Kernel dies when fitting factor analysis model - possible memory issue?

kieranrcampbell · August 15, 2022, 7:57pm

Hi all,

I’m attempting to fit a simple factor analysis model using pyro:

def fa_model(data=None, args=None, batch_size=None):
    K,P,N = args['K'], args['P'], args['N']

    w = pyro.sample("w", dist.Normal(torch.randn(size=[K,P]), 1.0).to_event(2))
    z = pyro.sample("z", dist.Normal(torch.randn(size=[N,K]), 1.0).to_event(2))

    mean = z@w

    pyro.sample("obs", dist.Normal(mean, 1.0).to_event(2), obs=data)

With code for inference following the tutorial:

args = {'K': 2, 'N': X.shape[0], 'P': X.shape[1]}

pyro.clear_param_store()
auto_guide = pyro.infer.autoguide.AutoNormal(fa_model)
adam = pyro.optim.Adam({"lr": 0.02})  # Consider decreasing learning rate.
elbo = pyro.infer.Trace_ELBO()
svi = pyro.infer.SVI(fa_model, auto_guide, adam, elbo)

losses = []
for step in range(1000):  # Consider running for more steps.
    loss = svi.step(torch.tensor(X), args)
    losses.append(loss)
    if step % 100 == 0:
        logging.info("Elbo loss: {}".format(loss))

However, when fitting this with an X of dimension [200,52] (i.e.
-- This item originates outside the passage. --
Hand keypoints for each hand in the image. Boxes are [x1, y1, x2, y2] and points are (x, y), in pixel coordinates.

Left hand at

N=200,P=52) with K=2, the kernel dies. I suspect this is a memory issue as subsampling X down to N=20 (X = X[0:20,:]) performs inference with no issues. It doesn’t seem to be an issue with actual machine memory, as the matrix multiplication in torch completes no problem:

ww = torch.randn(size=[args['K'],args['P']])
zz = torch.randn(size=[args['N'],args['K']])
(zz @ ww).shape # Returns 200x52 as expected

Any pointers here would be much appreciated. I’m familiar with PPLs like Stan but this is first time using Pyro and I’m wondering if it’s an issue of not using plate notation or similar.

Thanks

martinjankowiak · August 15, 2022, 8:36pm

i don’t know what your issue is but it’s unlikely that you’ve specified the model correctly. as written you’ll randomly draw a random location for each normal prior whenever the model is invoked. you probably want something like

w = pyro.sample("w", dist.Normal(torch.zeros(K, P), 1.0).to_event(2))

also “kernel dies” is not a helpful/informative amount of information.
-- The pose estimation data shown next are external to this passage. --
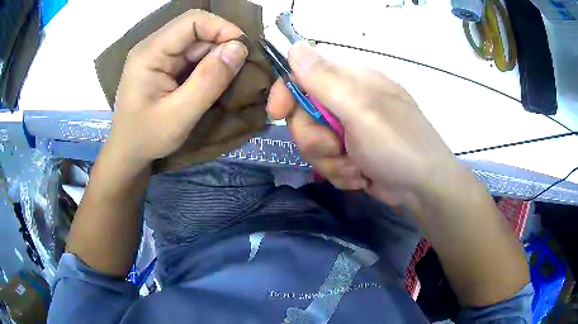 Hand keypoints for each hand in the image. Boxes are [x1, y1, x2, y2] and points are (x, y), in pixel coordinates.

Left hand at [108, 10, 248, 168]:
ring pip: (198, 44)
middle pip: (196, 31)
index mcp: (150, 53)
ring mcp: (159, 56)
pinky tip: (215, 82)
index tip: (243, 50)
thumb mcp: (179, 115)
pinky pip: (193, 57)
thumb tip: (240, 48)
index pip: (192, 21)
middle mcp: (154, 47)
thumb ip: (209, 80)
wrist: (128, 153)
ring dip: (217, 58)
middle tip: (240, 70)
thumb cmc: (147, 138)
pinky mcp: (165, 66)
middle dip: (222, 46)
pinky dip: (209, 67)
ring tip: (230, 80)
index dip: (222, 28)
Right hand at [268, 42, 462, 207]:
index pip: (303, 74)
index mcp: (350, 81)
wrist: (423, 187)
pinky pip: (325, 162)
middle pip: (302, 115)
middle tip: (336, 148)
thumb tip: (294, 46)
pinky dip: (340, 173)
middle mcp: (346, 101)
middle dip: (314, 139)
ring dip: (330, 162)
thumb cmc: (399, 144)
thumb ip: (326, 80)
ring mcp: (347, 129)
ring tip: (356, 168)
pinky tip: (361, 176)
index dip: (286, 91)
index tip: (277, 113)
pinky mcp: (348, 153)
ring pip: (312, 143)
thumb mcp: (362, 109) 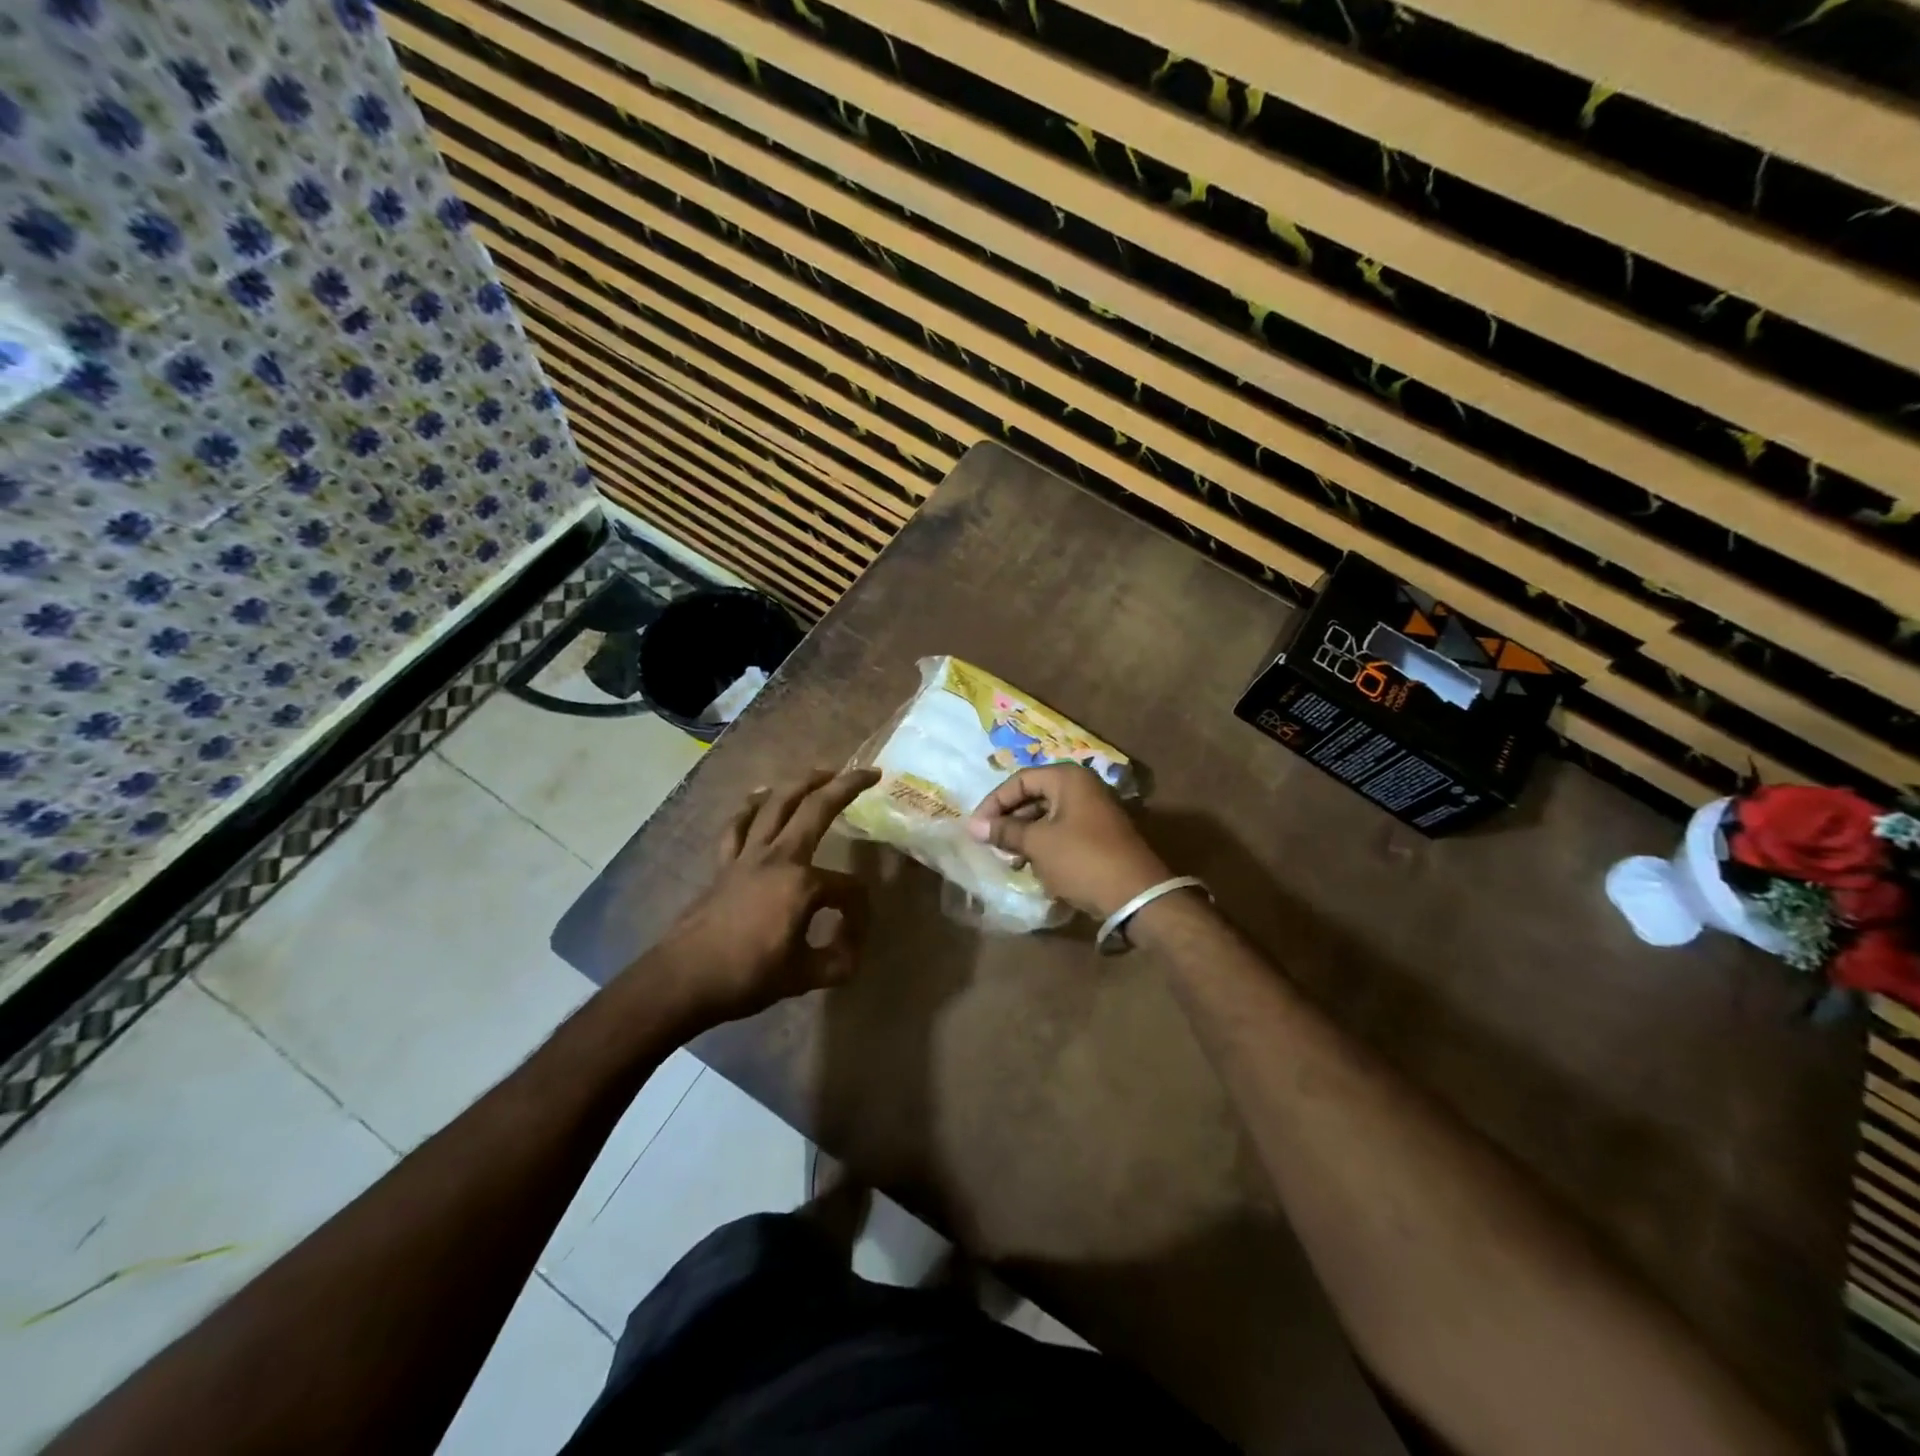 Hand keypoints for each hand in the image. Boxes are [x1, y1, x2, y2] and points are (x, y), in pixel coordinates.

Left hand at [651, 768, 879, 1026]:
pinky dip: (751, 806)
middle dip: (846, 787)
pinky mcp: (725, 863)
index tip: (853, 938)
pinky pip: (739, 825)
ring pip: (777, 804)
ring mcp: (748, 855)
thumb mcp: (805, 977)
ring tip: (823, 771)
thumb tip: (852, 949)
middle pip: (817, 809)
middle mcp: (779, 857)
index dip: (859, 911)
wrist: (684, 979)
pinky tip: (760, 795)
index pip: (848, 889)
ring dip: (802, 783)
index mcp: (803, 884)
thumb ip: (838, 960)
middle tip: (868, 773)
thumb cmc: (748, 976)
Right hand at [966, 764, 1170, 919]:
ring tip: (1009, 858)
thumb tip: (972, 825)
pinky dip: (1043, 844)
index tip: (977, 827)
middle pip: (1034, 795)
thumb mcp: (1038, 844)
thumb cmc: (1082, 860)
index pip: (1020, 780)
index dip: (995, 802)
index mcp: (1069, 779)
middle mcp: (1083, 788)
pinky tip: (1032, 866)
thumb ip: (1005, 831)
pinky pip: (1062, 831)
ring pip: (1047, 815)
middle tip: (990, 843)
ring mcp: (1094, 812)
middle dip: (1010, 819)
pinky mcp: (1099, 836)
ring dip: (1025, 834)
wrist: (1136, 896)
kieranrcampbell · August 15, 2022, 8:57pm

Thanks, I have updated to reflect this but the error persists.

This is the entirety of the error:

Is there a relevant log from pyro to check?

martinjankowiak · August 15, 2022, 9:13pm

i suggest running your code in a script. i have no idea how exception handling etc is handled in whatever environment (jupyter notebook; something else?) that you’re using. that way you are much more likely to see informative stack traces and not silly pop up boxes.

kieranrcampbell · August 15, 2022, 9:24pm

Hi @martinjankowiak
Thanks for the pointer. Eventual error was

There appear to be 1 leaked semaphore objects to clean up at shutdown

which is referenced in this github issue as a conda issue. I’ll try some of the suggested fixes and report back in case any other pyro users experience the same issue.